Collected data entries
____
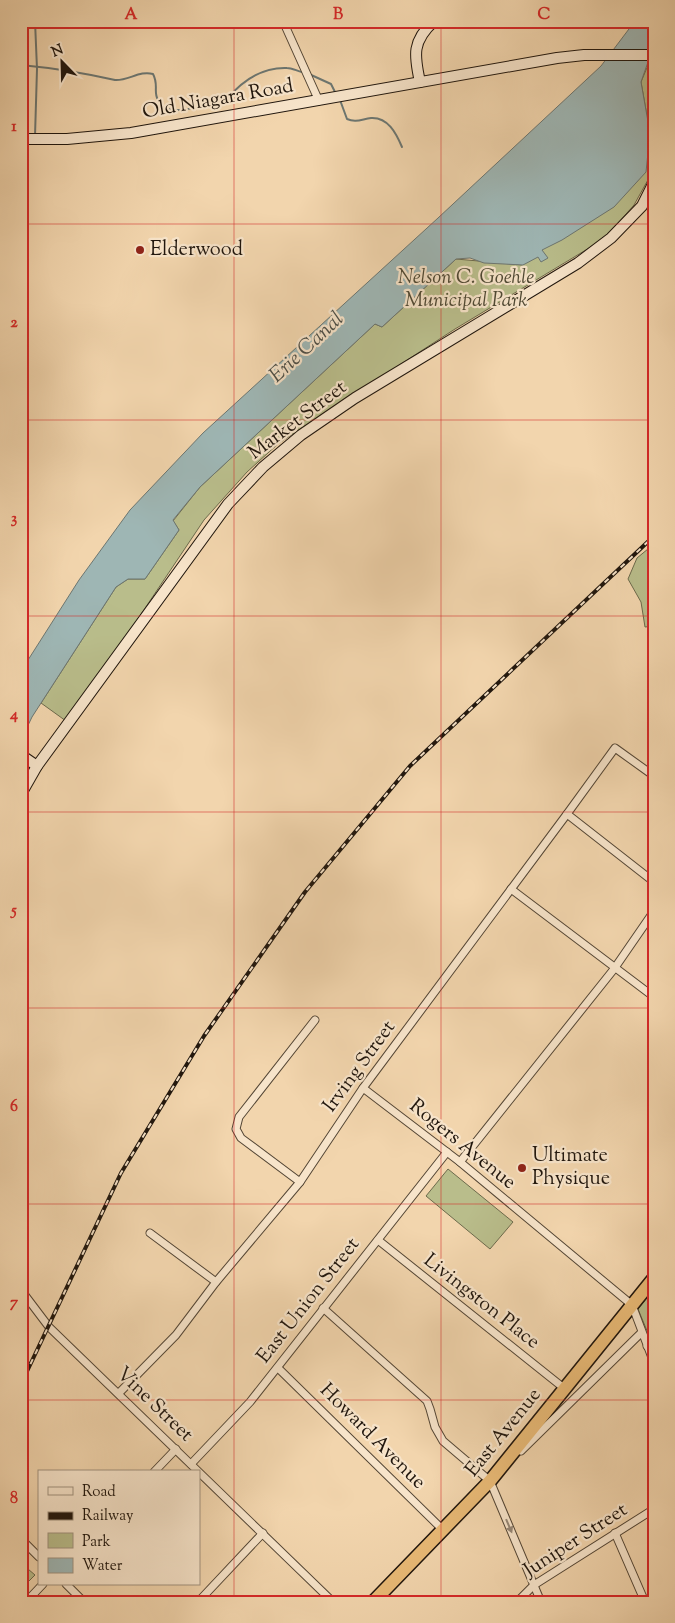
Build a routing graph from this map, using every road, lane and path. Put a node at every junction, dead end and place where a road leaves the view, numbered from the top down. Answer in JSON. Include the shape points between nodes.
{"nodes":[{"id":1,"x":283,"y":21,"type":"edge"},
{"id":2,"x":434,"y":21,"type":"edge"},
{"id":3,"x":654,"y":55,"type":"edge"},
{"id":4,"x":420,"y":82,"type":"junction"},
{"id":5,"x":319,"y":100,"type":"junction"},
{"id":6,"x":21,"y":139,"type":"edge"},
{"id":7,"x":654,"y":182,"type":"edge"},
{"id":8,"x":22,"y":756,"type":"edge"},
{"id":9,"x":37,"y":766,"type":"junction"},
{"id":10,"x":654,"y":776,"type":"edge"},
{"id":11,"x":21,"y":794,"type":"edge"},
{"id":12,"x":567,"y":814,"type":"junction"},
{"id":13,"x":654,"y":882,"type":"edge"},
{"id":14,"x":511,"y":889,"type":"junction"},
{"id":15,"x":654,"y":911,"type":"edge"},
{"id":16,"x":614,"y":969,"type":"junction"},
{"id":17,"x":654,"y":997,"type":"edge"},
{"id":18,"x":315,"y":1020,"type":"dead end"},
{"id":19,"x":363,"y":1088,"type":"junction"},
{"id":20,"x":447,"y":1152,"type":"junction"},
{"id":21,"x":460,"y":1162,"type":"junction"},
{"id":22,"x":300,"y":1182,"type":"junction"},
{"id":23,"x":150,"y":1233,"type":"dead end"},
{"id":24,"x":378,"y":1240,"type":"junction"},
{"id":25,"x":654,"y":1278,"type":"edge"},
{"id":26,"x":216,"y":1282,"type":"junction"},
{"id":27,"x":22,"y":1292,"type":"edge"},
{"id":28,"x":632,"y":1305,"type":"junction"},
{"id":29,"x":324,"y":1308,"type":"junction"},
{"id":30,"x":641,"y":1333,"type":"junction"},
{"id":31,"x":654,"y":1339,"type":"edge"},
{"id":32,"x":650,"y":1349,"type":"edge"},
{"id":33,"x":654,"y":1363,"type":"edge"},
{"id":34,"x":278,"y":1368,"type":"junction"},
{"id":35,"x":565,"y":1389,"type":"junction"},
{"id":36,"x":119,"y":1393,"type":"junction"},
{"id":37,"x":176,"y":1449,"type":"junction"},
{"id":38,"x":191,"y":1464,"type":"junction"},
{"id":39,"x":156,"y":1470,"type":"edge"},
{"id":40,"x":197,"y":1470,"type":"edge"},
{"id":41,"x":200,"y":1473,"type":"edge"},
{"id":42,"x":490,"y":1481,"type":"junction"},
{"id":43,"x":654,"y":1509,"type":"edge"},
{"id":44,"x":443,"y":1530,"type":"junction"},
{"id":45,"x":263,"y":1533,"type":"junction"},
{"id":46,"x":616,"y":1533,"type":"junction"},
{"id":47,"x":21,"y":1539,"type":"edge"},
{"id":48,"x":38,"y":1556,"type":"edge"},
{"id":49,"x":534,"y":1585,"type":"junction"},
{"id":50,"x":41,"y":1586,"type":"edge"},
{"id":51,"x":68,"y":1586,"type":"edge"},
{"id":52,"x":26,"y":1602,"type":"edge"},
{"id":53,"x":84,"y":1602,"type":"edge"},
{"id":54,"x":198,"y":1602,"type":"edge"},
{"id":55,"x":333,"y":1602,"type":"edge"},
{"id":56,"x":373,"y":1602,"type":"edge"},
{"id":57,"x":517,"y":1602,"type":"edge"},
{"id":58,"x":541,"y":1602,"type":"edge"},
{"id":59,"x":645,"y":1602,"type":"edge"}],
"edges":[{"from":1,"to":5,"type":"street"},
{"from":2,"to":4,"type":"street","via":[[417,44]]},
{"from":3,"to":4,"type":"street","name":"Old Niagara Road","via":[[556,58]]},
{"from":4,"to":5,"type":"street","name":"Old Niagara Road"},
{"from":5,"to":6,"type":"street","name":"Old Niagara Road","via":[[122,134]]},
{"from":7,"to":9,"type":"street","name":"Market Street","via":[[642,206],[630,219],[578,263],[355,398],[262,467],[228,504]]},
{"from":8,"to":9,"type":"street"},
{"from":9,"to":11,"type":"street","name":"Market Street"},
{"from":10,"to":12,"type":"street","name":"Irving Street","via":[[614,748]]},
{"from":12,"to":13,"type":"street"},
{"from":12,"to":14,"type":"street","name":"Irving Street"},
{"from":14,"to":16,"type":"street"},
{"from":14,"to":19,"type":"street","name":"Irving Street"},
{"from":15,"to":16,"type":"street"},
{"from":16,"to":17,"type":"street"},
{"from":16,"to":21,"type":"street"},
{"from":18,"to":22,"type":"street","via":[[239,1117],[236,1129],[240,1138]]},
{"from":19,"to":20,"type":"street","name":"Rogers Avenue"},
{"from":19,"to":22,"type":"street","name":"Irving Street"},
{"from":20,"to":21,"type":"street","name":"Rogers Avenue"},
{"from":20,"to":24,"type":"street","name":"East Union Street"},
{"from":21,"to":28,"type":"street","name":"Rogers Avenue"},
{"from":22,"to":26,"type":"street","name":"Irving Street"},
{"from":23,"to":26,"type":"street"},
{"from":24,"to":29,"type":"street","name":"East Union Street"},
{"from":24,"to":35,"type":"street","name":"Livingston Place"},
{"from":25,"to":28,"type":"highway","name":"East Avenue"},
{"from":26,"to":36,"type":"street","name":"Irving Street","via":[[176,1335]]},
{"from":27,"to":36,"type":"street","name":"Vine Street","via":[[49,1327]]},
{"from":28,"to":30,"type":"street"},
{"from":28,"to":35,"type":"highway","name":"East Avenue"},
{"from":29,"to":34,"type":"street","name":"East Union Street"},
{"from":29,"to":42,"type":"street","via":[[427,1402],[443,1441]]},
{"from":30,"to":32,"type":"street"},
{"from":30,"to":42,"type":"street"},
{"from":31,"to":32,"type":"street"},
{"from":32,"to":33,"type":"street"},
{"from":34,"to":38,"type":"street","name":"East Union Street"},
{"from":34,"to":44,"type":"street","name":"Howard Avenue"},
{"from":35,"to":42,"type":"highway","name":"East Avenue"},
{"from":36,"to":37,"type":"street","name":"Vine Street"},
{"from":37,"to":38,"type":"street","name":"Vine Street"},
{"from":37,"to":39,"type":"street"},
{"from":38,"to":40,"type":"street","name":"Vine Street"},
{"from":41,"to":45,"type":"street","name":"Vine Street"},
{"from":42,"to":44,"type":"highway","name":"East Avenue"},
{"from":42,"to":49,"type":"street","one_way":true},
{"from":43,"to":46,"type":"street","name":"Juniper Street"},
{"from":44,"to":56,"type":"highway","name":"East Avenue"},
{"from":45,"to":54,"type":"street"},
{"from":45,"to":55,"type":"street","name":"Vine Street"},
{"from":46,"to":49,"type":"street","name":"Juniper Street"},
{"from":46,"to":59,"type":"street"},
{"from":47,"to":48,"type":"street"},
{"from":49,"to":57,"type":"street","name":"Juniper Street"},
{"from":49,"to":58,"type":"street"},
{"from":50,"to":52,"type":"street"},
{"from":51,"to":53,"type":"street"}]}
____
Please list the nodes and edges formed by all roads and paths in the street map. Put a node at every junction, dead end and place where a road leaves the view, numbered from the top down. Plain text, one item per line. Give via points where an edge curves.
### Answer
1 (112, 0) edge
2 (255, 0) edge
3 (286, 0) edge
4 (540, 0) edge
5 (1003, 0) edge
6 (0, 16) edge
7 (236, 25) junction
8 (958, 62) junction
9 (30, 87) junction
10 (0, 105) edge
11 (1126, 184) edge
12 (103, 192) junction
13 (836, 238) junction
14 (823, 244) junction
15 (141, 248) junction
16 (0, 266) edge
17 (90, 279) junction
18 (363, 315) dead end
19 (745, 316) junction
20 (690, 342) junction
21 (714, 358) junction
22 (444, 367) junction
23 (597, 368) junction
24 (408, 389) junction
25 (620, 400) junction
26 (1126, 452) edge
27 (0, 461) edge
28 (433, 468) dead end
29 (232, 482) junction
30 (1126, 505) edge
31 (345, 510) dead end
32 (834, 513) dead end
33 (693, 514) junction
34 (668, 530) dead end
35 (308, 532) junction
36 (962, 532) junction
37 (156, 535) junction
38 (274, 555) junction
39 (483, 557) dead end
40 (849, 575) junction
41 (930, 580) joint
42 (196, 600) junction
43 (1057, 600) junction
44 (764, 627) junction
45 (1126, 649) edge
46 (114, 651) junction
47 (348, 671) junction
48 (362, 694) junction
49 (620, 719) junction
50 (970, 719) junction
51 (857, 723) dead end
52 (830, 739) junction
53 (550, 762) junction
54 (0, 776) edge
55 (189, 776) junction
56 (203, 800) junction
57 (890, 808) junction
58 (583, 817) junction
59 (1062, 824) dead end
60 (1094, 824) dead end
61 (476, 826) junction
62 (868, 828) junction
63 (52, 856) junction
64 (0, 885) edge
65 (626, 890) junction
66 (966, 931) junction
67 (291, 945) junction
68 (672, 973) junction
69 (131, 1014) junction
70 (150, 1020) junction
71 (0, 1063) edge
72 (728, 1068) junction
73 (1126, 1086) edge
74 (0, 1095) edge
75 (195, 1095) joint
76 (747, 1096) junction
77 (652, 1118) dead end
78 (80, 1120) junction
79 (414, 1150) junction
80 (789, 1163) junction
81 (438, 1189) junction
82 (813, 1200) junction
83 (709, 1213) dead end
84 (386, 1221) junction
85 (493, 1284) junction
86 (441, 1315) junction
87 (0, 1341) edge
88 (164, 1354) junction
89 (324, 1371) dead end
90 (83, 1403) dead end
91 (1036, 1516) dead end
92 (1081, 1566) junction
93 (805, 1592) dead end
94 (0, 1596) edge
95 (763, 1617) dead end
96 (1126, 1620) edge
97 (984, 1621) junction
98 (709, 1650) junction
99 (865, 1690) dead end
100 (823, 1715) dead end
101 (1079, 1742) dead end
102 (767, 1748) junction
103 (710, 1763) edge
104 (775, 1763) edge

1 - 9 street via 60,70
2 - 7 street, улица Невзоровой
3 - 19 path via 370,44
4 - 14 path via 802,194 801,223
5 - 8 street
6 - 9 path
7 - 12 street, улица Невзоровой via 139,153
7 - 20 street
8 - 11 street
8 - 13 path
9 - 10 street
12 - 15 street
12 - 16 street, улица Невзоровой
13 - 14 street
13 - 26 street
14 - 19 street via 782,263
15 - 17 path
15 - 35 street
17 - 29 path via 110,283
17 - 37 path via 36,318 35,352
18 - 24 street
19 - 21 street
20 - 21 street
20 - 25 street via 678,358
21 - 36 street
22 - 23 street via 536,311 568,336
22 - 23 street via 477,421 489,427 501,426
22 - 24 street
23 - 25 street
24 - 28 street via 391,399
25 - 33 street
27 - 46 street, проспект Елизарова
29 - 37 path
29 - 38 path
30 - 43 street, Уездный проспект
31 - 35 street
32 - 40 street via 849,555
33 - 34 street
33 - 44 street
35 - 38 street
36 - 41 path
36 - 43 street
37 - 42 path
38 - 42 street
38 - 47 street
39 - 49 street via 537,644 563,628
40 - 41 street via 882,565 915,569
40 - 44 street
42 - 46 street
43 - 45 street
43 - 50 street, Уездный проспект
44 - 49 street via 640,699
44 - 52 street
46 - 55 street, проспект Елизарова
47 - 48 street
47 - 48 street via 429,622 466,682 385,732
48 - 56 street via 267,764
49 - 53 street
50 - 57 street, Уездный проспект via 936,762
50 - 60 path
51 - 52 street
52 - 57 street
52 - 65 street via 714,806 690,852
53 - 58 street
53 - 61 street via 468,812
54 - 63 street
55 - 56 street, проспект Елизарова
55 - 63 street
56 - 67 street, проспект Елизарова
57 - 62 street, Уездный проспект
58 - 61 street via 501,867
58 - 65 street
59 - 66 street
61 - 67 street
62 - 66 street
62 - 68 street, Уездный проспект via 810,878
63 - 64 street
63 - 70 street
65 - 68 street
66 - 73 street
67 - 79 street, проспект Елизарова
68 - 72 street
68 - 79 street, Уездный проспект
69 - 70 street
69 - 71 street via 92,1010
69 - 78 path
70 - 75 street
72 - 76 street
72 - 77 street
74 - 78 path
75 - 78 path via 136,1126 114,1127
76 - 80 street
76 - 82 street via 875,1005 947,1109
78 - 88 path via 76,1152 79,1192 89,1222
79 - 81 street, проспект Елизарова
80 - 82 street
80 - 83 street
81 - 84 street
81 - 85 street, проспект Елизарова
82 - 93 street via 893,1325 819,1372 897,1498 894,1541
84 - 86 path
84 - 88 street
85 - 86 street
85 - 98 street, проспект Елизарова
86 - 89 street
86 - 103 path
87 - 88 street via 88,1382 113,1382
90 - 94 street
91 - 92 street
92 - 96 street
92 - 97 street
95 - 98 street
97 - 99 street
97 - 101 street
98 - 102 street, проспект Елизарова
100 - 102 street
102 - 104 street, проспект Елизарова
____
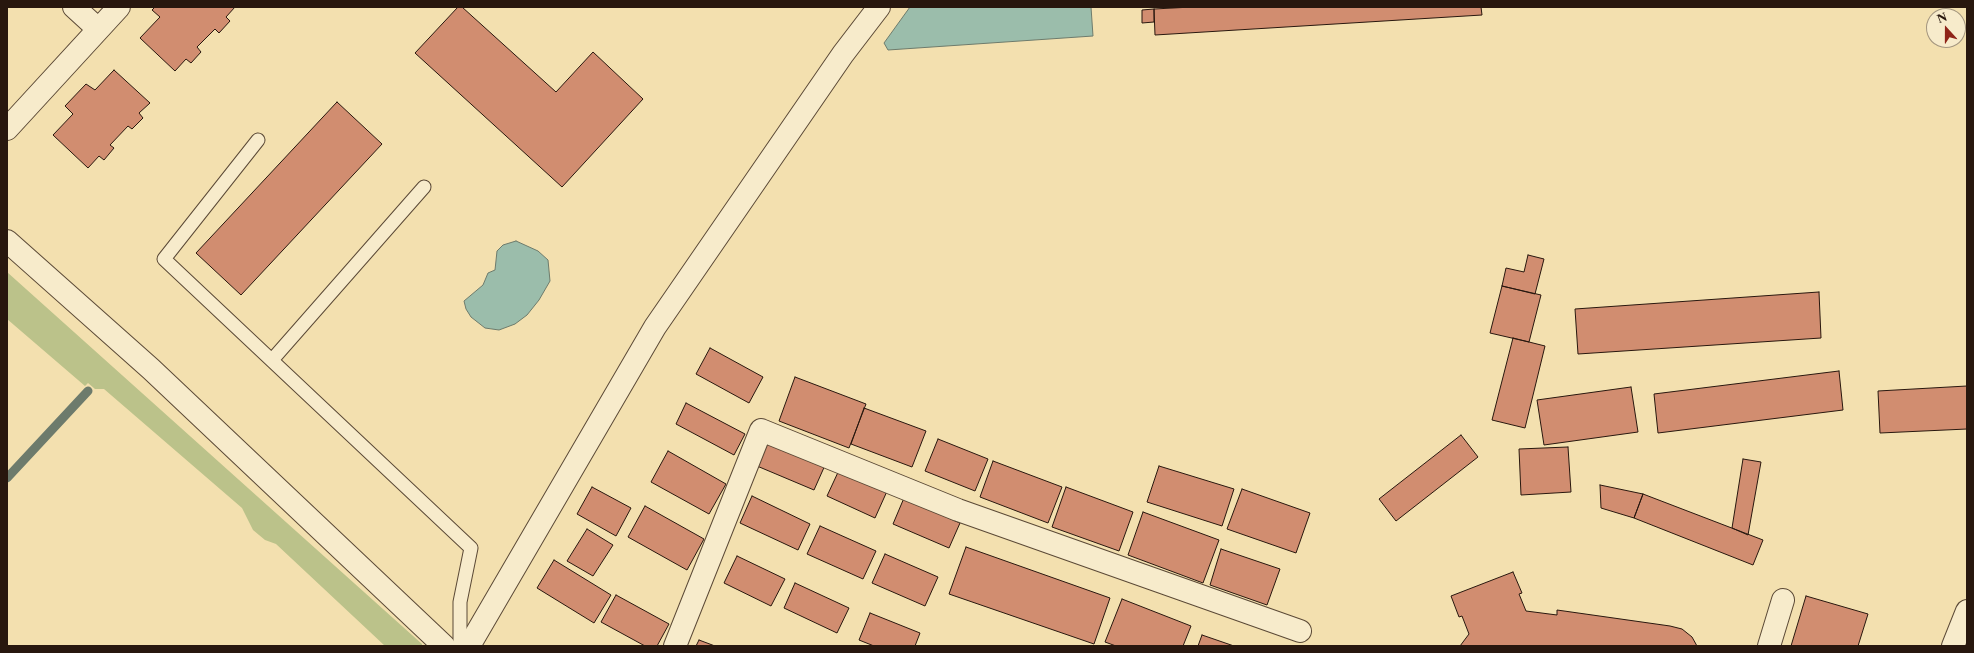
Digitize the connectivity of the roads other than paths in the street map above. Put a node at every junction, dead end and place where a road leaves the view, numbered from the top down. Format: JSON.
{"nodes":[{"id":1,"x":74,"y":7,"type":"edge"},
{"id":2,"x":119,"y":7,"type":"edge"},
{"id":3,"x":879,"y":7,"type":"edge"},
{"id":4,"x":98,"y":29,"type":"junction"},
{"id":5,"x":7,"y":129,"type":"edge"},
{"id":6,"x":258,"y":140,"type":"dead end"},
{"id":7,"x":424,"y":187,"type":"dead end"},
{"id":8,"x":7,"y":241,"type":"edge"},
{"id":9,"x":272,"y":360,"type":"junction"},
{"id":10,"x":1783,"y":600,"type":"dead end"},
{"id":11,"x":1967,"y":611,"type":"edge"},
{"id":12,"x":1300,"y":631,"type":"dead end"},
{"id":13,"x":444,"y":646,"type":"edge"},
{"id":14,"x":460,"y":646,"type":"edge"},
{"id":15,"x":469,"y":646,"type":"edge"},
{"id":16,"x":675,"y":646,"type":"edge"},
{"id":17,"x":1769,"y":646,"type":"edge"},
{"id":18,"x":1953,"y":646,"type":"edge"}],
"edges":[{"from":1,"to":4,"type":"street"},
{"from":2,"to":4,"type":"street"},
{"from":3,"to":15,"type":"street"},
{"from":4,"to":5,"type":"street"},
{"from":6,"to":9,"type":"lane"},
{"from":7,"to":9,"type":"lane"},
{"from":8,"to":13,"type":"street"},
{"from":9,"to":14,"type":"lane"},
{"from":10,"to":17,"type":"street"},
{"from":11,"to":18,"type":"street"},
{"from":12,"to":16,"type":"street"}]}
____
Return all lines from the data above with "highway" in them.

{"from":25,"to":28,"type":"highway","name":"East Avenue"},
{"from":28,"to":35,"type":"highway","name":"East Avenue"},
{"from":35,"to":42,"type":"highway","name":"East Avenue"},
{"from":42,"to":44,"type":"highway","name":"East Avenue"},
{"from":44,"to":56,"type":"highway","name":"East Avenue"},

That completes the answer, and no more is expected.